China Kecam Pembicaraan Nuklir AS dengan Jepang dan Korea Selatan: Risiko Proliferasi Meningkat

Ketegangan nuklir Asia Timur

China Kecam Pembicaraan Nuklir AS dengan Jepang dan Korea Selatan: Risiko Proliferasi Meningkat

BEIJING/WASHINGTONKementerian Luar Negeri China secara resmi menyampaikan kecaman keras terhadap pembicaraan penangkalan nuklir yang digelar Pemerintah Amerika Serikat bersama Jepang dan Korea Selatan pada 19 Juni 2026. Beijing menilai trilateral ini berpotensi meningkatkan risiko proliferasi nuklir dan eskalasi konflik di kawasan Asia Timur Laut.

Juru Bicara Kementerian Luar Negeri China, Lin Jian, dalam konferensi pers rutin di Beijing, menegaskan bahwa perluasan dialog penangkalan nuklir AS dengan kedua sekutunya di Asia dapat menciptakan dinamika keamanan yang tidak stabil dan memicu perlombaan senjata di kawasan.

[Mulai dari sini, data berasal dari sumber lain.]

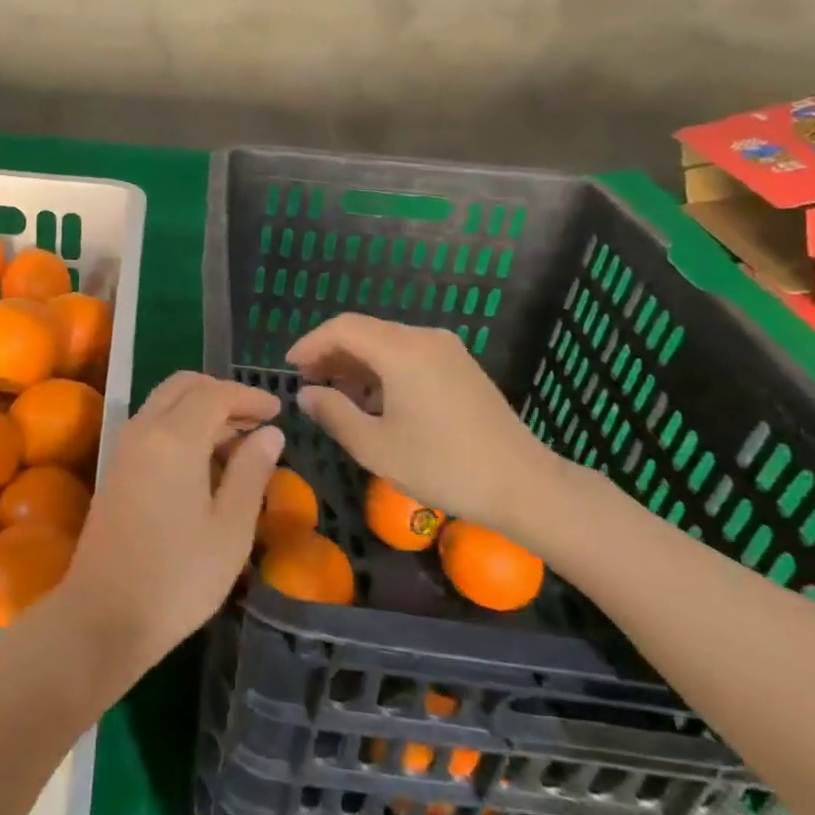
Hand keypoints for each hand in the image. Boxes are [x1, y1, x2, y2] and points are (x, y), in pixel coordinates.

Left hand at [56, 372, 282, 685]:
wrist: (103, 616)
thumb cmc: (178, 577)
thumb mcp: (230, 530)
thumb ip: (250, 472)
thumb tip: (269, 433)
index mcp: (174, 437)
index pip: (215, 394)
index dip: (249, 396)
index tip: (278, 409)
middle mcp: (144, 429)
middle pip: (183, 386)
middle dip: (222, 393)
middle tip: (256, 420)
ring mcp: (124, 447)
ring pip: (165, 403)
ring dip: (200, 408)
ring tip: (238, 441)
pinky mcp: (116, 468)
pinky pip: (152, 424)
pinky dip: (181, 424)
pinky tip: (205, 461)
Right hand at [286, 313, 560, 530]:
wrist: (525, 485)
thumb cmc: (444, 467)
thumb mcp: (376, 448)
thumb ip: (334, 414)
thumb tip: (306, 394)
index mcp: (401, 351)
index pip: (342, 328)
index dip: (310, 343)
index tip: (290, 367)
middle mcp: (424, 338)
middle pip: (364, 331)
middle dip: (331, 353)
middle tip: (308, 383)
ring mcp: (447, 350)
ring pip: (386, 342)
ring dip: (356, 362)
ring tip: (337, 395)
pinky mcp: (461, 366)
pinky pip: (409, 353)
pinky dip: (382, 368)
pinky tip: (375, 400)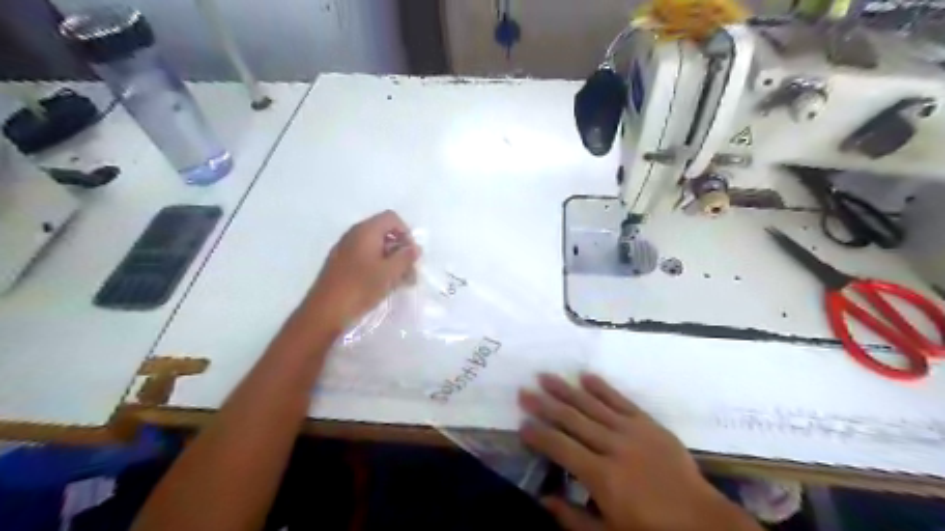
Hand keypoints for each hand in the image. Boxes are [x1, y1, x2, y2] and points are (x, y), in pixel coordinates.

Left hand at [303, 209, 419, 331]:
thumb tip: (415, 248)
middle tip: (410, 273)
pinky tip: (385, 286)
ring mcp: (346, 249)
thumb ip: (405, 257)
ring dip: (392, 262)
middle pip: (385, 233)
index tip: (411, 256)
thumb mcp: (389, 273)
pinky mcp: (342, 265)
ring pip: (377, 248)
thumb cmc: (360, 288)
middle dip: (401, 251)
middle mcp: (354, 235)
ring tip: (402, 283)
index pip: (392, 218)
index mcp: (366, 231)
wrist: (325, 311)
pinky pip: (366, 258)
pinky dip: (379, 268)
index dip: (406, 234)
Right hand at [515, 374, 758, 529]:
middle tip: (524, 391)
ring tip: (545, 376)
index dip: (538, 435)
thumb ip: (573, 518)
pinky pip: (621, 400)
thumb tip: (542, 498)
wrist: (702, 522)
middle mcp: (613, 446)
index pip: (560, 448)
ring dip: (566, 390)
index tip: (521, 424)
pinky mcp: (649, 423)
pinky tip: (585, 376)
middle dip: (545, 405)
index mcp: (601, 476)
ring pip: (592, 404)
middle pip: (572, 420)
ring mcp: (632, 431)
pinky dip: (602, 387)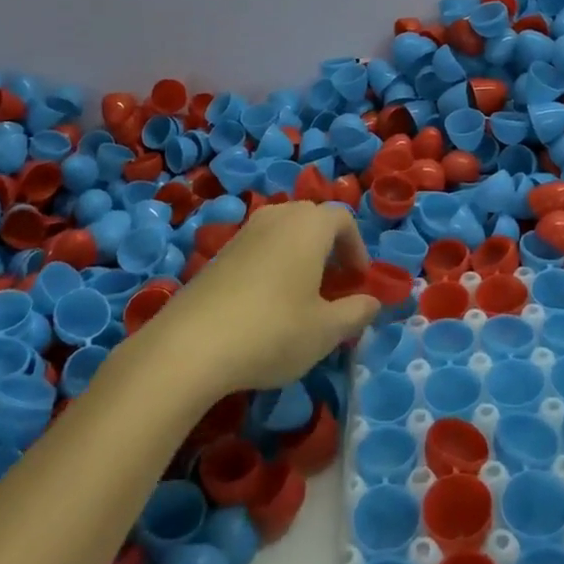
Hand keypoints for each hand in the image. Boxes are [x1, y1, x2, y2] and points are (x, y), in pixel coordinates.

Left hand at [148, 201, 381, 394]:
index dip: (356, 247)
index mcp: (308, 226)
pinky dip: (272, 264)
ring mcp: (243, 233)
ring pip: (282, 231)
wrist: (190, 345)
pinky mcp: (218, 254)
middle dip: (328, 247)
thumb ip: (356, 313)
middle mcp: (276, 218)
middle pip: (311, 219)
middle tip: (334, 284)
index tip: (358, 280)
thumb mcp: (326, 331)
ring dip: (299, 254)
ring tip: (301, 294)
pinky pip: (258, 247)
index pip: (342, 219)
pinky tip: (266, 304)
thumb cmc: (273, 331)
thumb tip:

Trilateral Washington-Tokyo-Seoul Diperkuat

Pembicaraan ini merupakan bagian dari upaya Pemerintahan Presiden Donald Trump untuk memperkuat aliansi keamanan trilateral di Asia Timur, mengikuti jejak kerangka kerja yang dibangun sejak era Pemerintahan Presiden Joe Biden. Menteri Luar Negeri Jepang Takeshi Iwaya dan Menteri Luar Negeri Korea Selatan Cho Tae-yul hadir dalam dialog yang membahas koordinasi respons terhadap ancaman nuklir Korea Utara di bawah pimpinan Kim Jong-un.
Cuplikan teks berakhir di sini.